| Brief |
The full set of entries is to be printed exactly, with pictures excluded.

| Saved data entries |

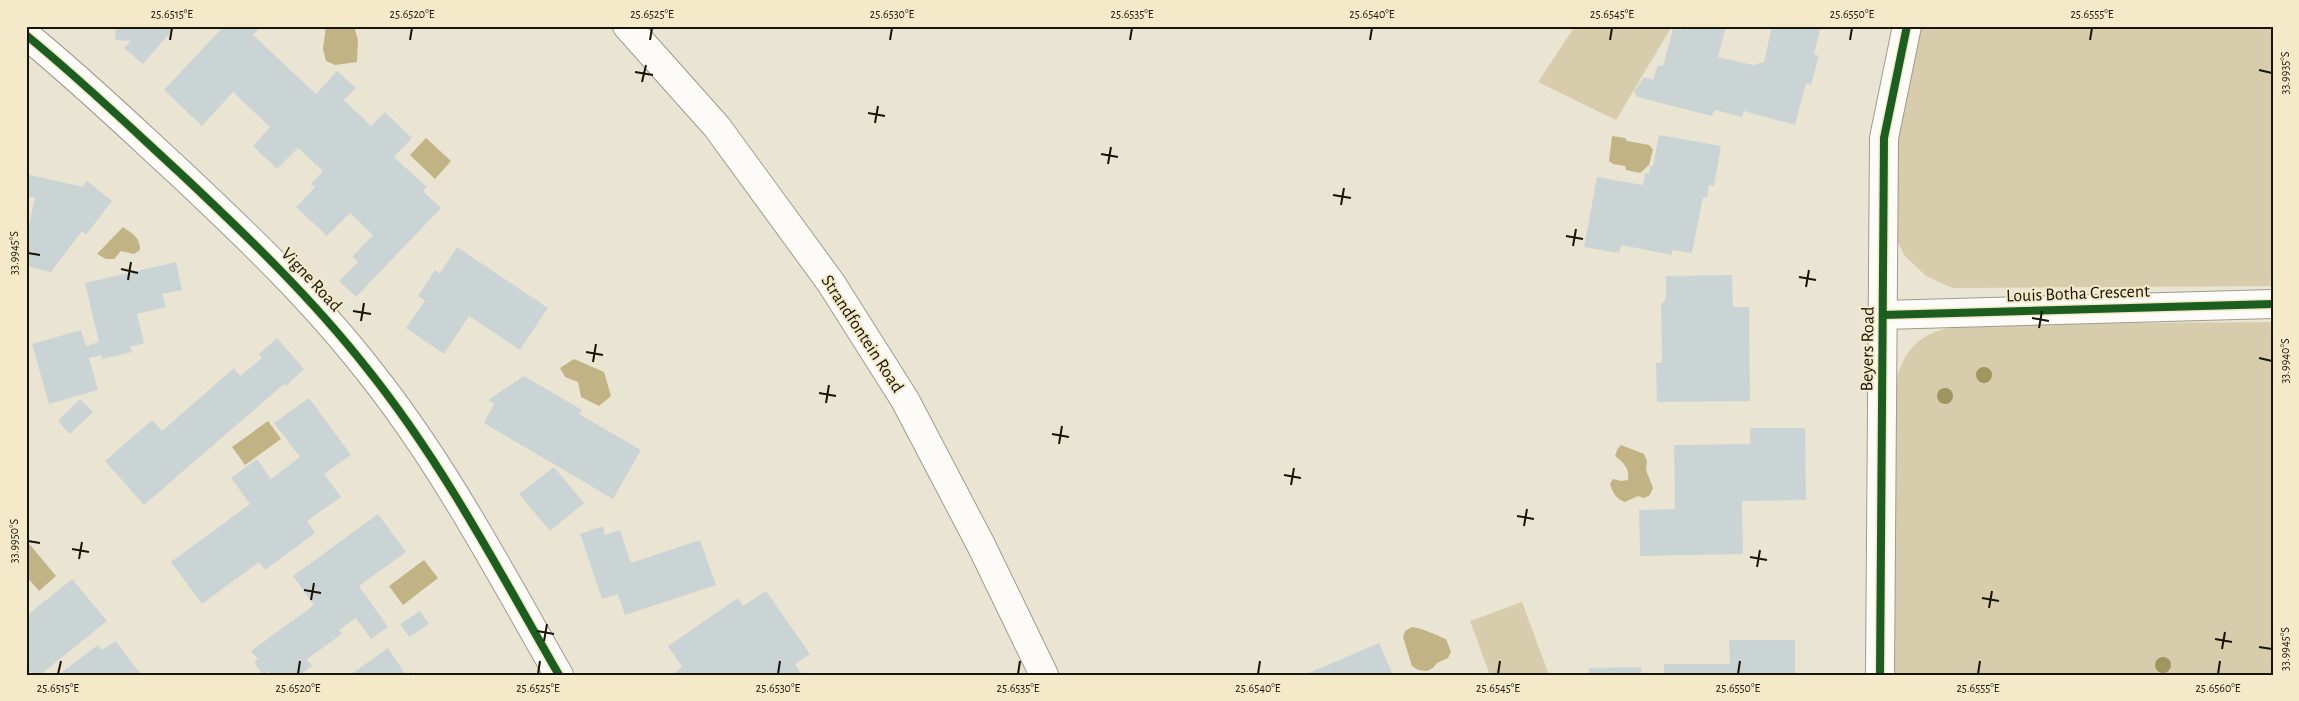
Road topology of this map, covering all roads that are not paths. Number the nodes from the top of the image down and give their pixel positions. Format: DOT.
graph roads {
  1 [pos="627,26"];
  2 [pos="1907,26"];
  3 [pos="26,35"];
  4 [pos="2273,304"];
  5 [pos="1883,315"];
  6 [pos="558,675"];
  7 [pos="1044,675"];
  8 [pos="1880,675"];
  1 -- 7 [label="street, Strandfontein Road"];
  2 -- 5 [label="street, Beyers Road"];
  3 -- 6 [label="street, Vigne Road"];
  4 -- 5 [label="street, Louis Botha Crescent"];
  5 -- 8 [label="street, Beyers Road"];
}
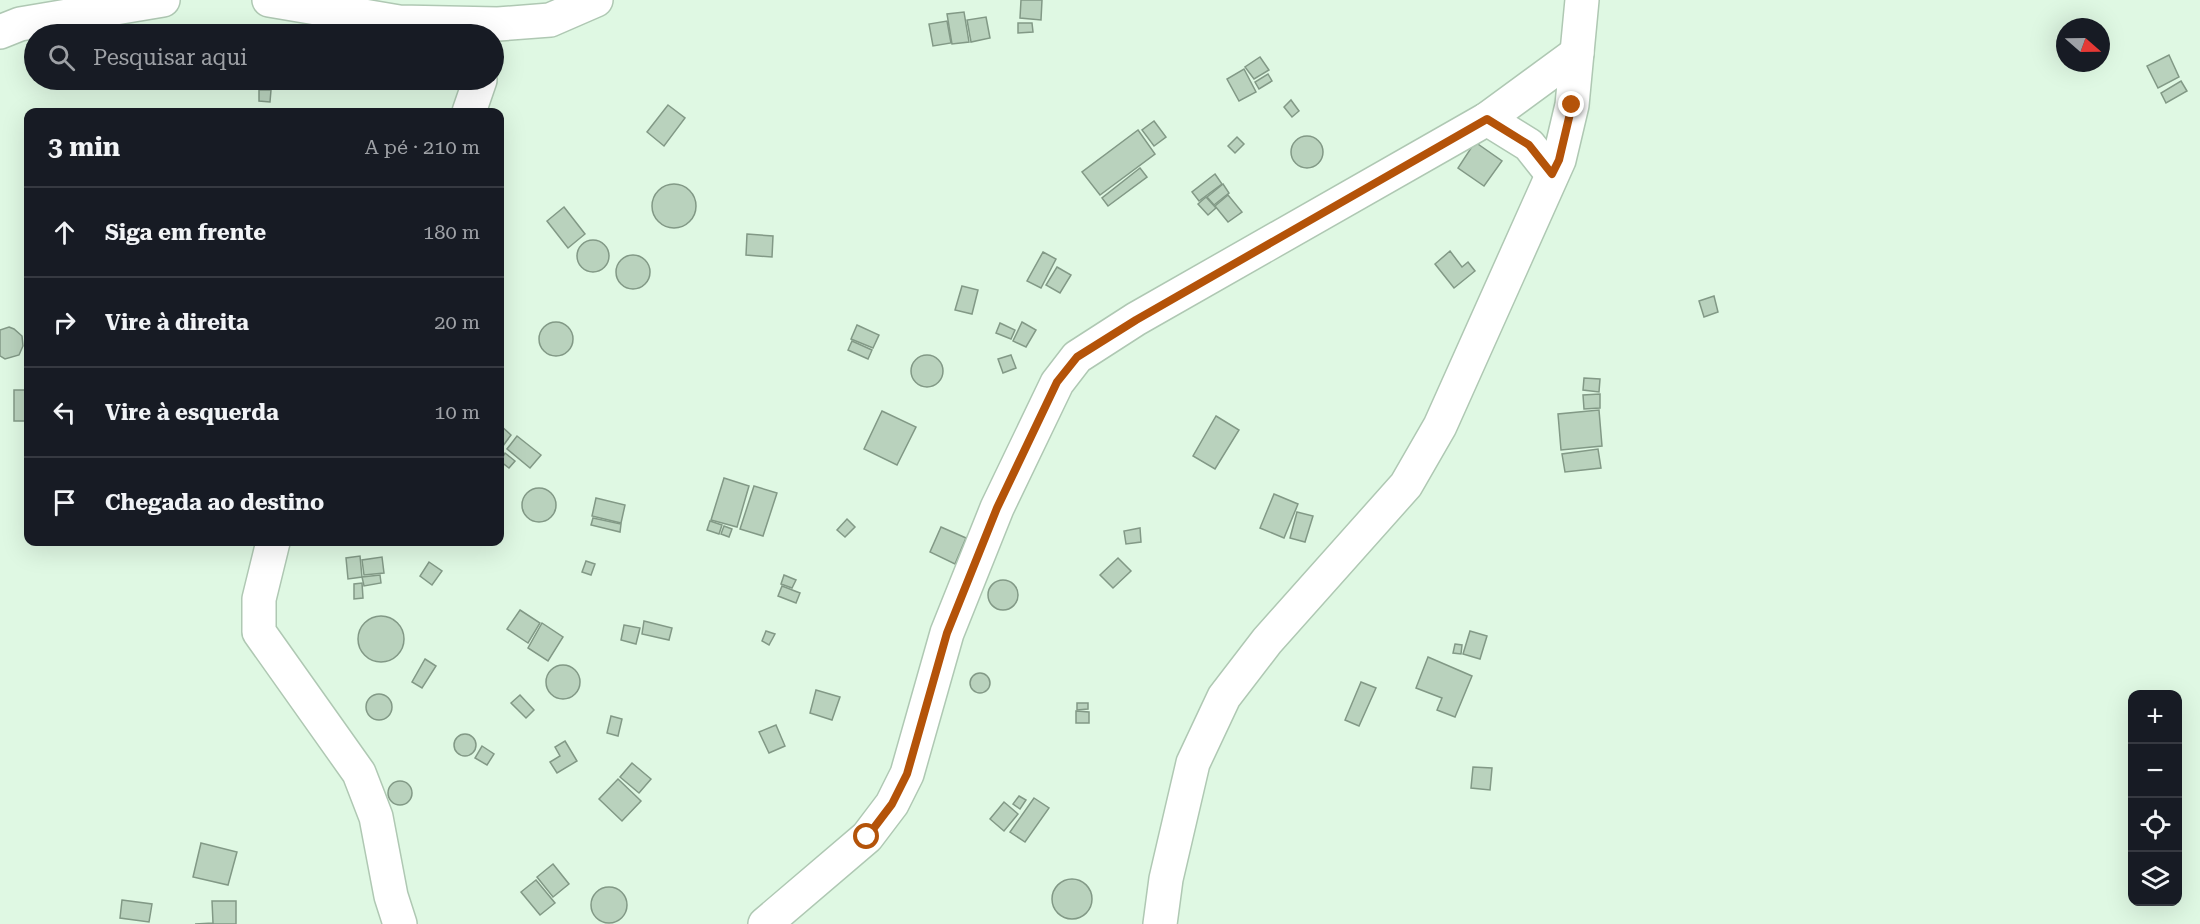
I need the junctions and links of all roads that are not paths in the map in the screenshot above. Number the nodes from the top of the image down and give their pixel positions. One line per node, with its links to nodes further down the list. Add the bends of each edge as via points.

| Result for this exercise |
Road topology of this map, covering all roads that are not paths. Number the nodes from the top of the image down and give their pixel positions. Format: DOT.
graph roads {
  1 [pos="627,26"];
  2 [pos="1907,26"];
  3 [pos="26,35"];
  4 [pos="2273,304"];
  5 [pos="1883,315"];
  6 [pos="558,675"];
  7 [pos="1044,675"];
  8 [pos="1880,675"];
  1 -- 7 [label="street, Strandfontein Road"];
  2 -- 5 [label="street, Beyers Road"];
  3 -- 6 [label="street, Vigne Road"];
  4 -- 5 [label="street, Louis Botha Crescent"];
  5 -- 8 [label="street, Beyers Road"];
}
I need the junctions and links of all roads that are not paths in the map in the screenshot above. Number the nodes from the top of the image down and give their pixel positions. One line per node, with its links to nodes further down the list. Add the bends of each edge as via points.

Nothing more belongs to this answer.